### WHAT IS BEING ASKED:
Each line of the listing below containing the word "roads" should be returned.

### RECORDS PROVIDED:

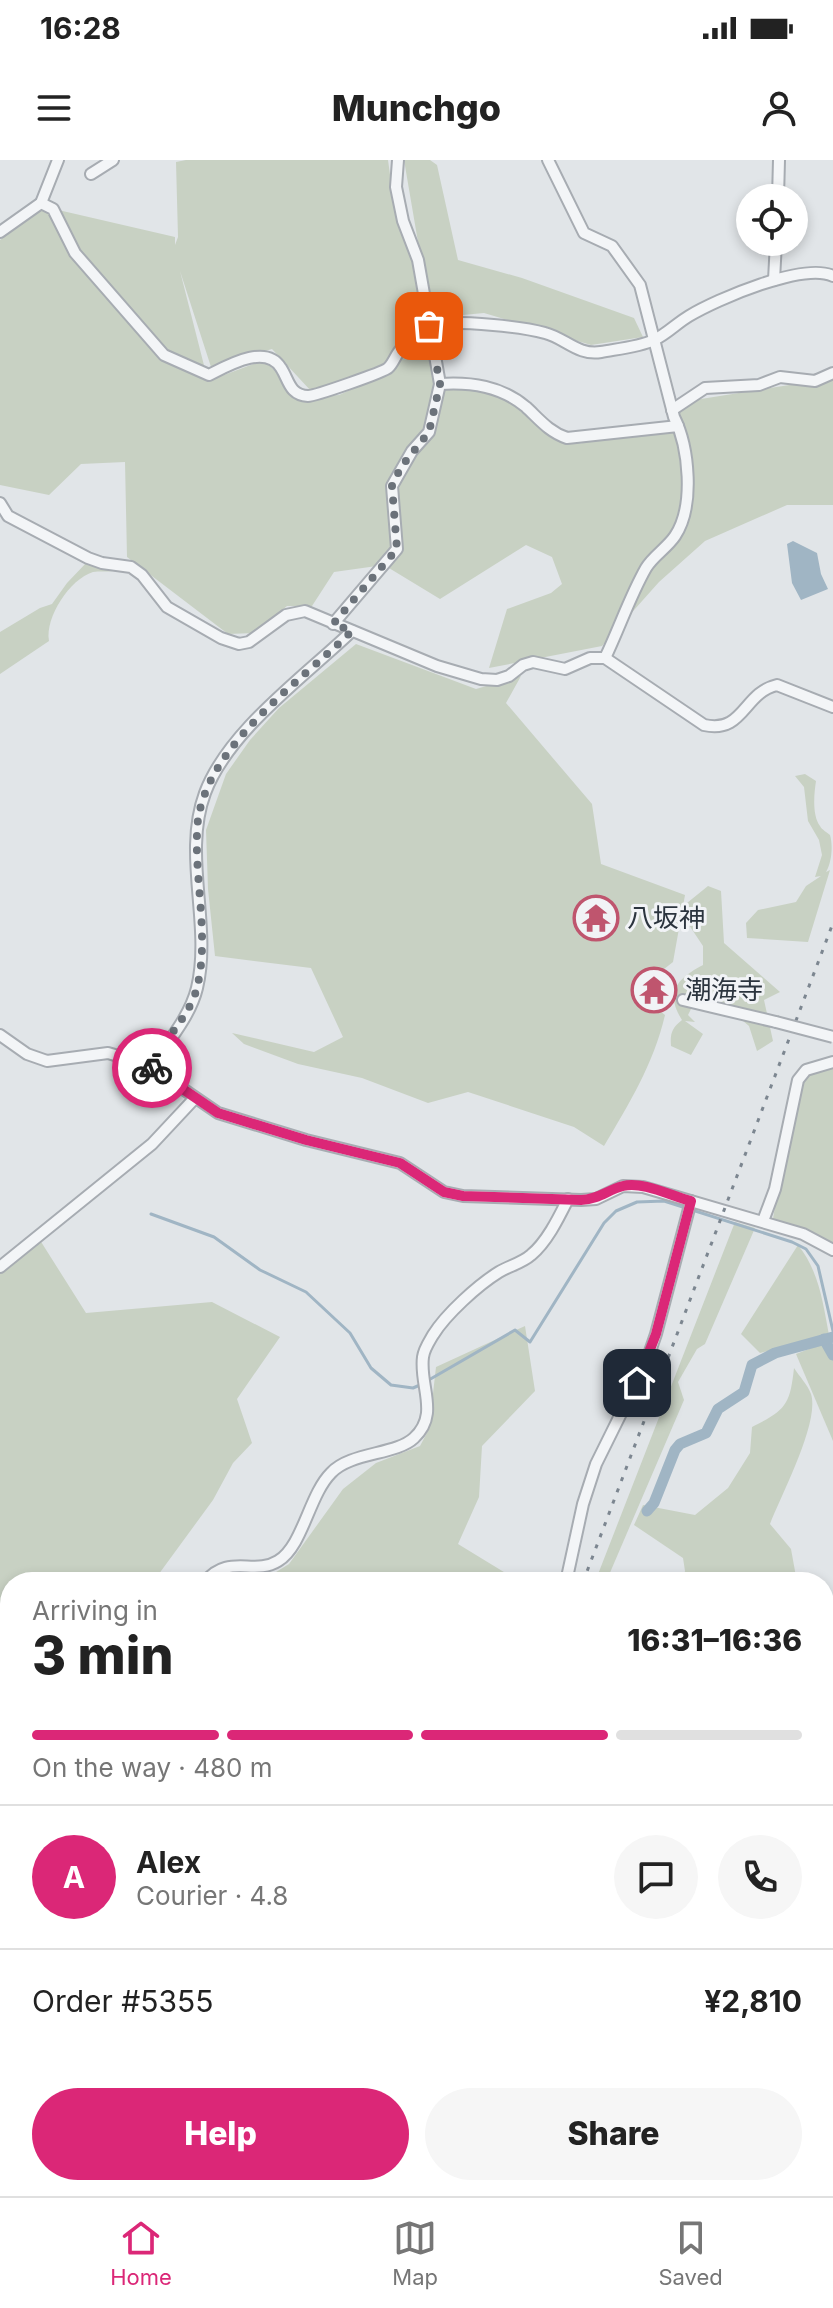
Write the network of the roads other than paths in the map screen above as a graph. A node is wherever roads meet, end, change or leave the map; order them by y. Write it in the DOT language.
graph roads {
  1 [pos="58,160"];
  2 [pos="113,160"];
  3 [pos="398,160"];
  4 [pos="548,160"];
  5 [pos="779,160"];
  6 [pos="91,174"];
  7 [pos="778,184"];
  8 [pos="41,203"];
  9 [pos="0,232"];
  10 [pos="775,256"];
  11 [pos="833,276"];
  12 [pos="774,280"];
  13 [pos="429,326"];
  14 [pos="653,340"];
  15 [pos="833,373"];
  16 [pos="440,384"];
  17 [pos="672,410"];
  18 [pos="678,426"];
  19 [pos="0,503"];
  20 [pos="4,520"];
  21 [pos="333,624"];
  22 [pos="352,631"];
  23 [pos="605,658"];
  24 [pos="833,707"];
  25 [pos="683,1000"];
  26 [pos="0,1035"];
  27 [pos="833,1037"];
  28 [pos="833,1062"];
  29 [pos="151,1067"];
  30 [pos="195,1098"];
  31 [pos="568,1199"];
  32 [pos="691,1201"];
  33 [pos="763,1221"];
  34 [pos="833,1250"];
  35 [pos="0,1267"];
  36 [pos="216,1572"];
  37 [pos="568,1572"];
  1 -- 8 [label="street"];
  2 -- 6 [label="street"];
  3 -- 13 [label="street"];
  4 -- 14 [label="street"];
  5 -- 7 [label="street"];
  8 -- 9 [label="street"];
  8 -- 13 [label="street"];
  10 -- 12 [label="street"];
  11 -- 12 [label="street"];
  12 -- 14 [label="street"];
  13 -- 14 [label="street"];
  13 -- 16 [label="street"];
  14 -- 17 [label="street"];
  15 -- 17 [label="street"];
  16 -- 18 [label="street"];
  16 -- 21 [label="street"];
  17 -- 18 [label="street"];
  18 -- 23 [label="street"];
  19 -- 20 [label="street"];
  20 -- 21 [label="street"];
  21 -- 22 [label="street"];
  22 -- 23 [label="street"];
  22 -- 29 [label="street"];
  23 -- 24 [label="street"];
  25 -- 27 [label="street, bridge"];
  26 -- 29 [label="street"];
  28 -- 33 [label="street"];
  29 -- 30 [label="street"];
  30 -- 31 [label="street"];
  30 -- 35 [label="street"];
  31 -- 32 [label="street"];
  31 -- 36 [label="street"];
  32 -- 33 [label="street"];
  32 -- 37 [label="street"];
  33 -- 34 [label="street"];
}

### SOLUTION FOR THIS EXERCISE:
Write the network of the roads other than paths in the map screen above as a graph. A node is wherever roads meet, end, change or leave the map; order them by y. Write it in the DOT language.
graph roads {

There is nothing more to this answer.